Thurber and Sammy stayed up smoking cigarettes and talking most of the night on the back porch. I could hear them complaining about art supplies. The rest of us hit the hay.

The next morning I made coffee and eggs for everyone. We went and picked up Bill Boichel and then Regé and headed over to Copacetic Comics. I really wanted everyone to see the store before we left.

We all crowded inside and Kevin starting asking about old Captain Easy reprints: did Bill have any? I think he ended up buying the Speak of the Devil collection. Bill told Sammy about the Proper Box sets of CDs from England that are super-affordable collections of great jazz. Thurber bought that Gahan Wilson Classics Illustrated edition of The Raven. That’s it, the usual comic book banter. Bill just has so much good stuff stuffed into such a small space it is pretty amazing—and fun to watch people digging the store for the first time.

I’ll spare everyone the giant tangent riff that comes to mind, but it goes something like this: Bill Boichel was in his late teens and early 20s when he started doing shows, running comic conventions. Then he set up his first store in a run-down mill town part of Pittsburgh and that store saved my life. Now, twenty years later, something like this tour comes to town literally because he created this outpost in the first place. Twenty copies pre-sold? Of a hundred dollar book that could be bought somewhere else online cheaper? That’s a loyal customer base. That’s a business. And remember, this is Pittsburgh, not L.A.

Then we got on the road and headed to New York, Friday a.m. post-rush hour. It was a perfect sunny, snowy winter morning. There’s a great diner on Route 22 outside of town. It was Regé’s birthday, and he’d missed breakfast, so we decided to stop and have a good meal before we were deep in the Pennsylvania mountains with even fewer options.

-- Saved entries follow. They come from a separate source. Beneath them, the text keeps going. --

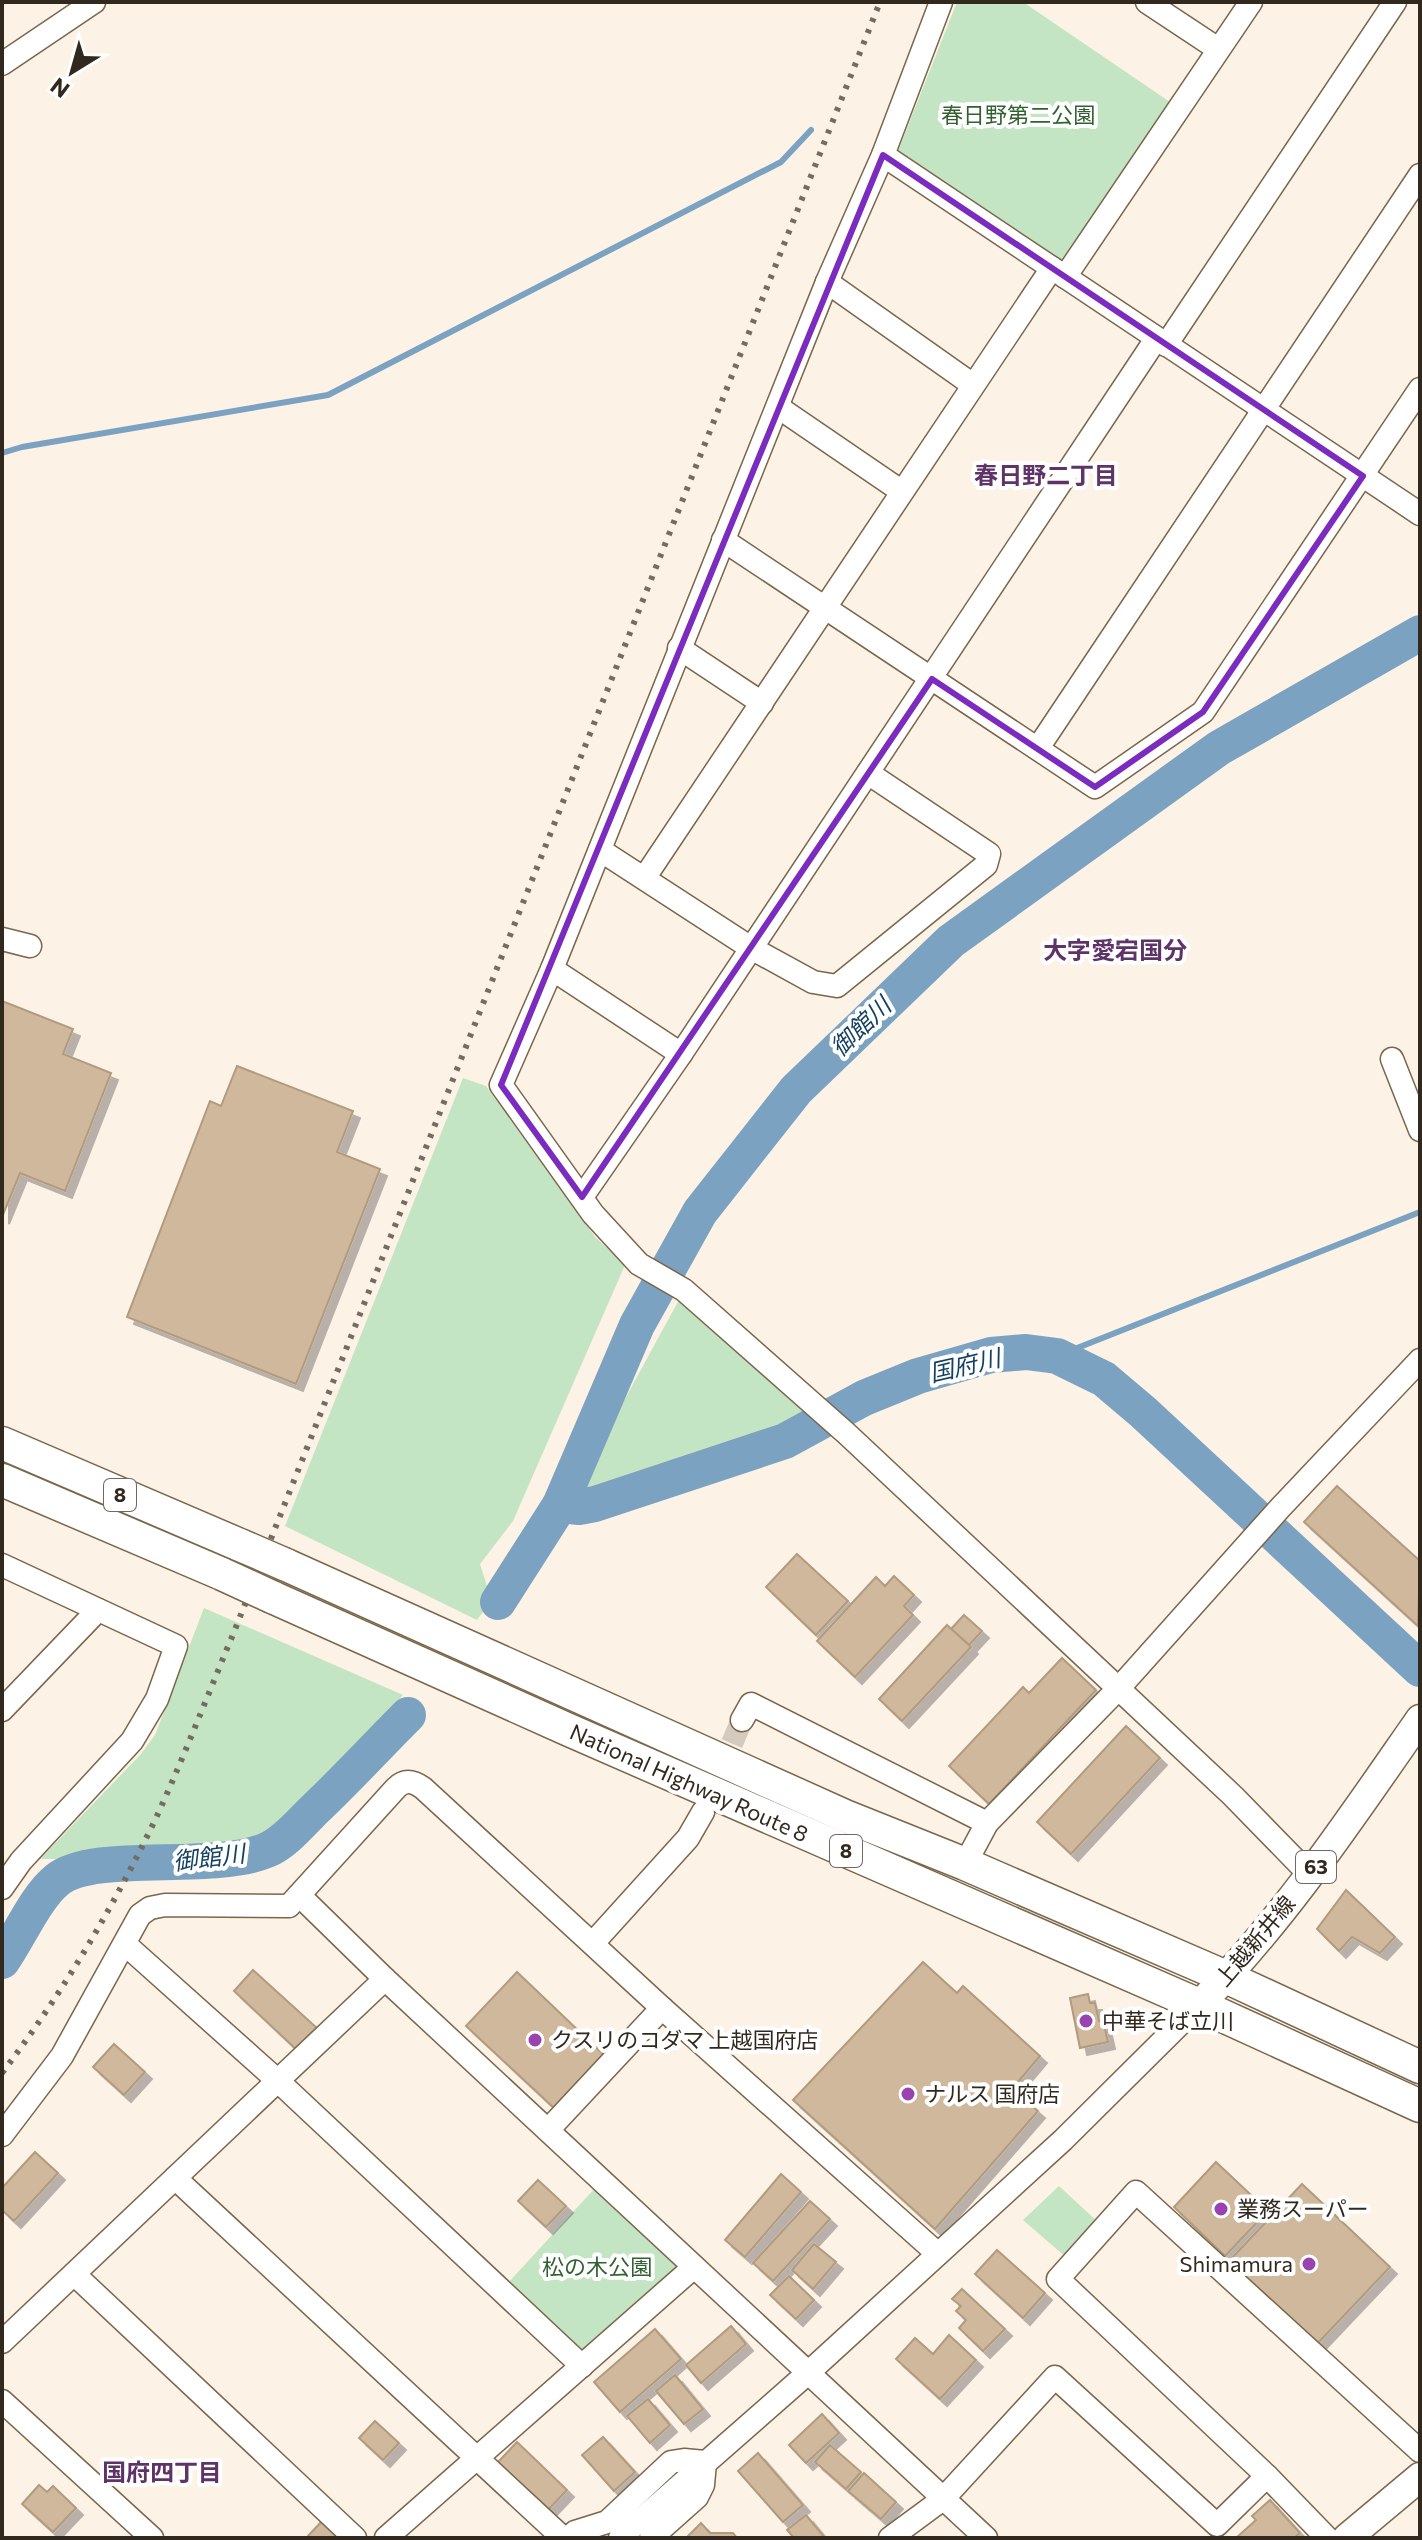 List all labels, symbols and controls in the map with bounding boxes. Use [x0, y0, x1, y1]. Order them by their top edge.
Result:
north arrow [32, 32, 112, 112]
text: N [45, 73, 74, 104]
park label: 春日野第二公園 [941, 101, 1095, 128]
district label: 春日野二丁目 [974, 460, 1118, 489]
district label: 大字愛宕国分 [1043, 935, 1187, 964]
water label: 御館川 [824, 988, 898, 1061]
water label: 国府川 [926, 1342, 1006, 1387]
road number: 8 [104, 1479, 136, 1511]
street label: National Highway Route 8 [566, 1718, 813, 1847]
road number: 8 [830, 1835, 862, 1867]
water label: 御館川 [171, 1837, 249, 1875]
road number: 63 [1296, 1851, 1336, 1883]
street label: 上越新井線 [1209, 1890, 1300, 1991]
place label: 中華そば立川 [1102, 2007, 1234, 2034]
marker: 中華そば立川 [1077, 2012, 1095, 2030]
place label: クスリのコダマ 上越国府店 [551, 2026, 819, 2053]
marker: クスリのコダマ 上越国府店 [526, 2031, 544, 2049]
place label: ナルス 国府店 [924, 2080, 1060, 2107]
marker: ナルス 国府店 [899, 2085, 917, 2103]
place label: 業務スーパー [1237, 2195, 1369, 2222]
marker: 業務スーパー [1212, 2200, 1230, 2218]
place label: Shimamura [1180, 2250, 1293, 2277]
park label: 松の木公園 [542, 2253, 652, 2280]
marker: Shimamura [1300, 2255, 1318, 2273]
district label: 国府四丁目 [102, 2457, 222, 2486] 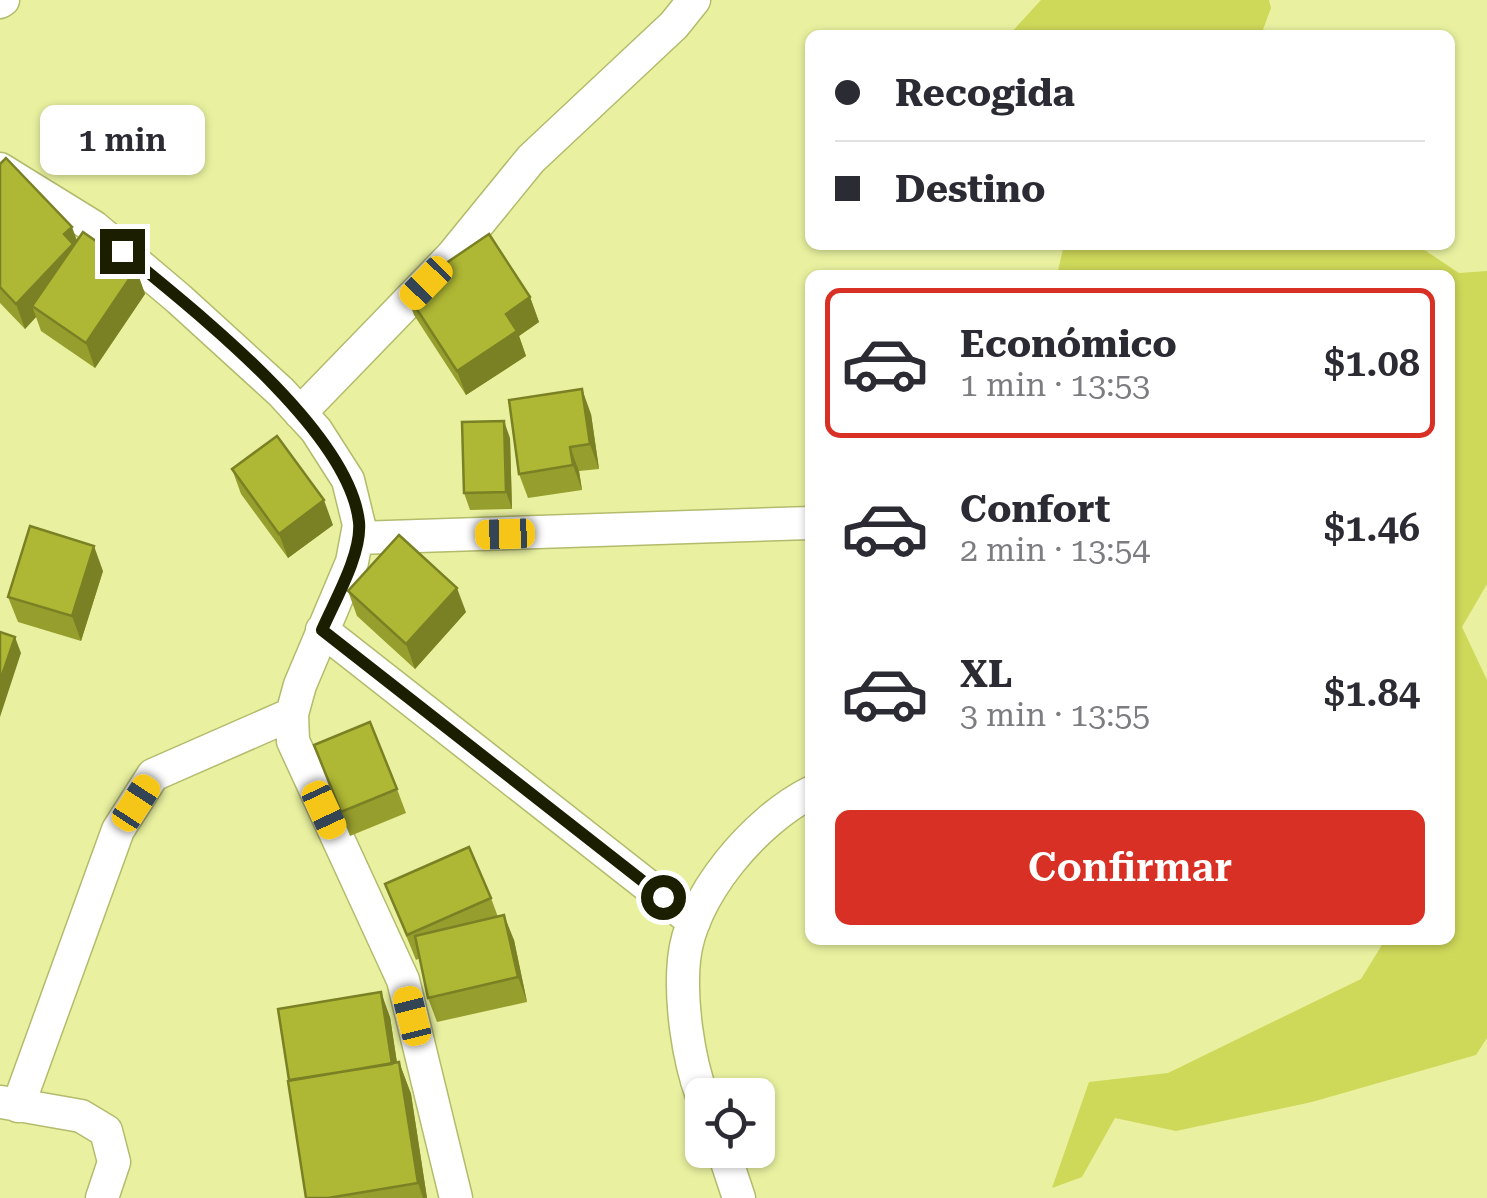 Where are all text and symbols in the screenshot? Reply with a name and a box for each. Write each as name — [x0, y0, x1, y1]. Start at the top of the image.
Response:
text: Recogida — [895, 71, 1075, 115]
callout: 1 min — [39, 106, 204, 176]
text: 1 min — [78, 121, 167, 159]
text: Destino — [895, 167, 1046, 211]
route end — [100, 229, 145, 274]
car — [394, 251, 458, 315]
icon: car — [840, 318, 930, 408]
text: Económico — [960, 322, 1177, 366]
text: $1.08 — [1324, 341, 1420, 385]
text: 1 min · 13:53 — [960, 366, 1150, 404]
icon: car — [840, 483, 930, 573]
text: Confort — [960, 487, 1110, 531]
text: $1.46 — [1324, 506, 1420, 550]
car — [474, 518, 536, 550]
text: 2 min · 13:54 — [960, 531, 1150, 569]
icon: car — [840, 648, 930, 738]
text: XL — [960, 652, 1012, 696]
text: $1.84 — [1324, 671, 1420, 715]
text: 3 min · 13:55 — [960, 696, 1150, 734]
car — [107, 770, 165, 836]
car — [298, 776, 350, 844]
button: Confirmar — [835, 810, 1425, 925]
route start — [641, 875, 686, 920]
car — [390, 983, 434, 1049]
map controls — [685, 1078, 775, 1168]
button: locate — [685, 1078, 775, 1168] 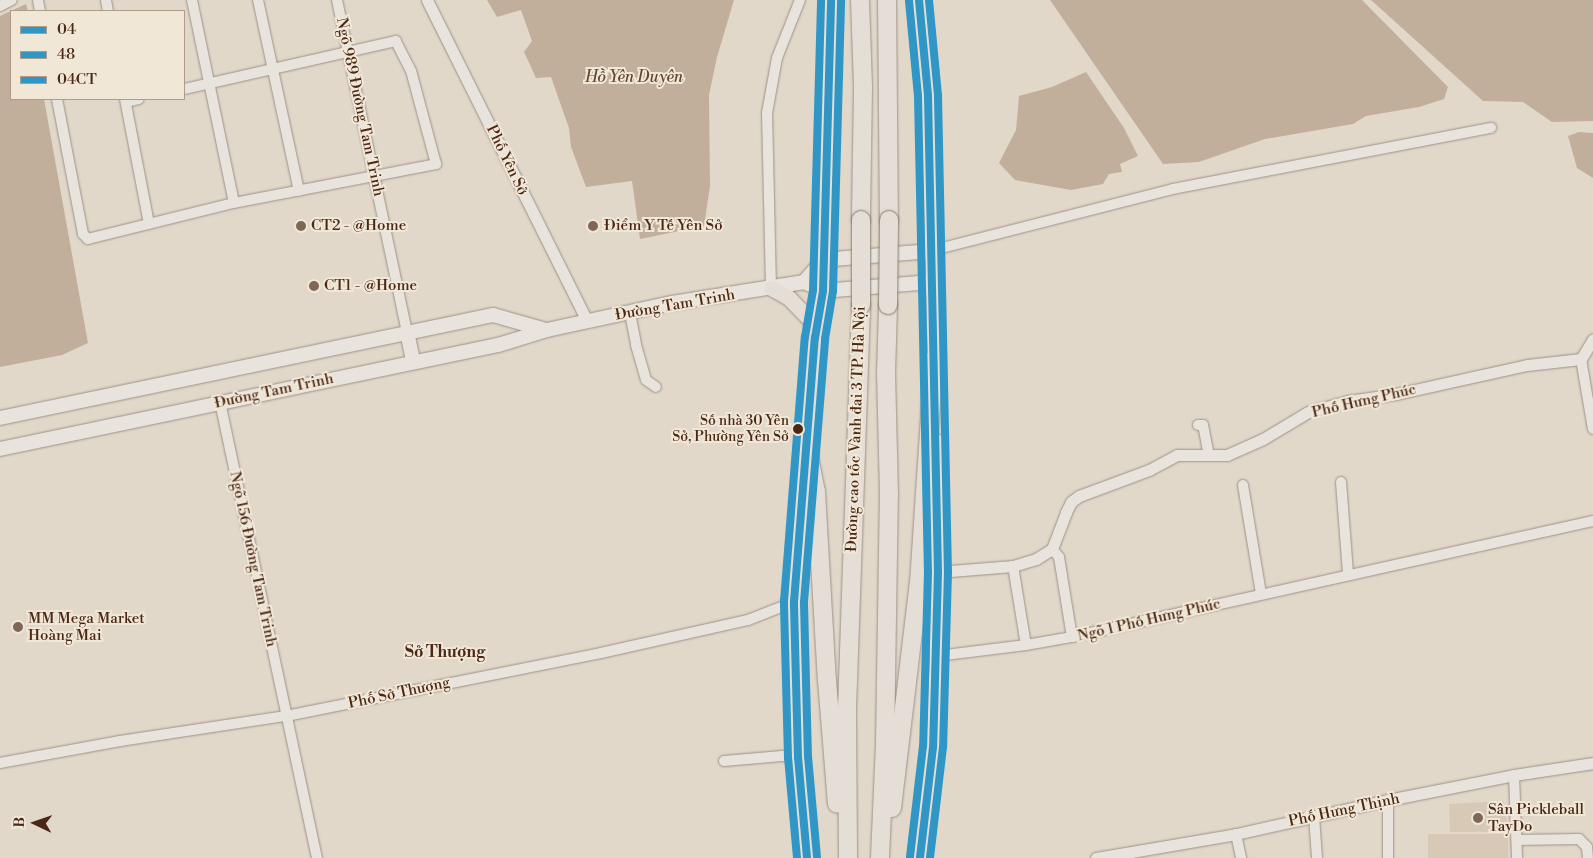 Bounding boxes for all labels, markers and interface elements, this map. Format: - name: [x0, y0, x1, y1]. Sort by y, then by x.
- legend: [10, 10, 185, 100]
- street label: Ngõ 989 Đường Tam Trinh: [332, 16, 388, 198]
- text: 04: [57, 20, 76, 39]
- text: 48: [57, 45, 75, 64]
- water label: Hồ Yên Duyên: [585, 67, 683, 87]
- text: 04CT: [57, 70, 97, 89]
- street label: Phố Yên Sở: [482, 122, 532, 198]
- place label: CT2 - @Home: [311, 217, 406, 235]
- place label: Điểm Y Tế Yên Sở: [604, 217, 723, 235]
- marker: Điểm Y Tế Yên Sở: [586, 219, 600, 233]
- marker: CT2 - @Home: [295, 220, 307, 232]
- place label: CT1 - @Home: [324, 277, 417, 295]
- marker: CT1 - @Home: [308, 280, 320, 292]
- street label: Đường Tam Trinh: [614, 286, 736, 324]
- street label: Đường cao tốc Vành đai 3 TP. Hà Nội: [843, 306, 869, 552]
- street label: Đường Tam Trinh: [213, 370, 335, 412]
- street label: Phố Hưng Phúc: [1310, 380, 1418, 422]
- place label: Số nhà 30 Yên Sở, Phường Yên Sở: [672, 413, 789, 446]
- marker: Số nhà 30 Yên Sở, Phường Yên Sở: [793, 424, 803, 434]
- street label: Ngõ 156 Đường Tam Trinh: [226, 470, 280, 648]
- street label: Ngõ 1 Phố Hưng Phúc: [1076, 595, 1222, 645]
- place label: MM Mega Market Hoàng Mai: [28, 609, 145, 644]
- marker: MM Mega Market Hoàng Mai: [12, 621, 24, 633]
- district label: Sở Thượng: [405, 642, 485, 662]
- street label: Phố Sở Thượng: [346, 673, 452, 713]
- street label: Phố Hưng Thịnh: [1287, 789, 1401, 831]
- north arrow: [10, 798, 60, 848]
- place label: Sân Pickleball TayDo: [1488, 800, 1584, 835]
- marker: Sân Pickleball TayDo: [1472, 812, 1484, 824]
- text: B: [11, 817, 29, 828] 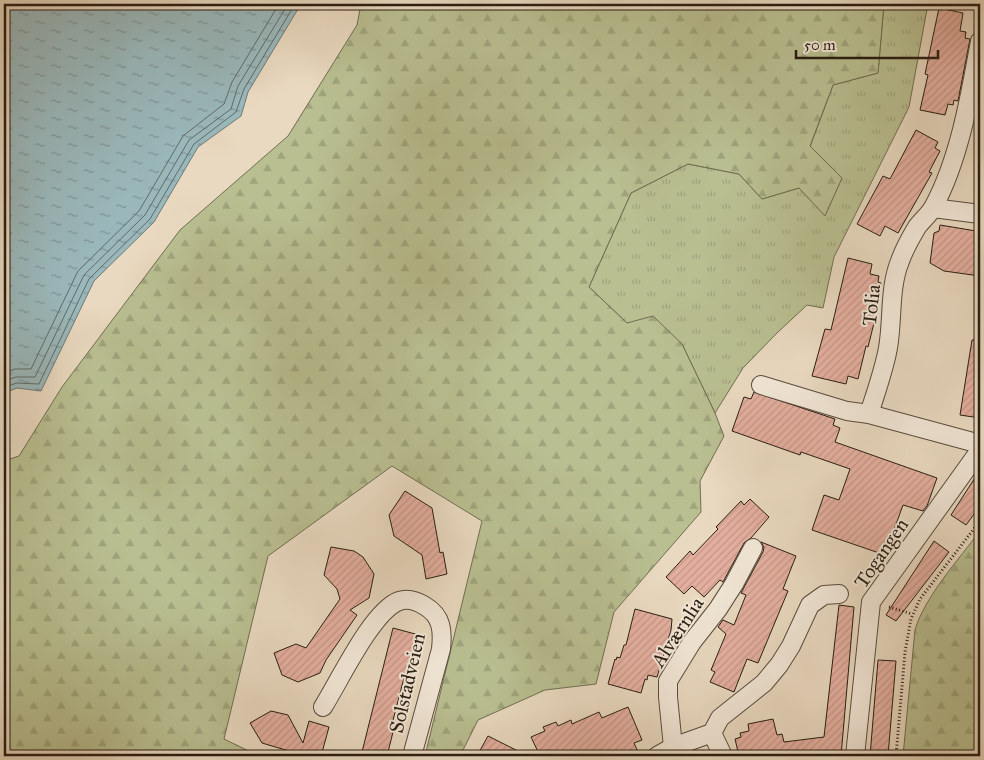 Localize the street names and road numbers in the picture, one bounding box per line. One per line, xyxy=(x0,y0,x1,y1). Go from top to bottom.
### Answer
street label: Tolia xyxy=(857,283,885,327)
street label: Togangen xyxy=(849,513,914,593)
street label: Alværnlia xyxy=(645,592,709,672)
street label: Solstadveien xyxy=(384,630,430,735)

We went to this little chrome railroad car, Dean’s Diner. We all squeezed into a corner booth and I realized how “L.A.” Regé and Sammy looked, how “NY” Thurber and I looked, and how we were a bunch of knucklehead cartoonists sitting in a diner along with hunters in camouflage and the like. Two hunters in fact, only three arms between them, tho’. Next to them, an old guy who looked like a mechanic in coveralls. Then three waitresses in powder blue uniforms and us, the cartoonists. Six of us. Talking about Moebius and Mazzucchelli’s respective line weights. Did you know Moebius drew straight in ink without pencils underneath? And Mazzucchelli did his layouts for Year One slightly smaller than the printed comic so he could see how his line would reduce?
Ah, finally. I’ve found some real friends in this life, ha ha.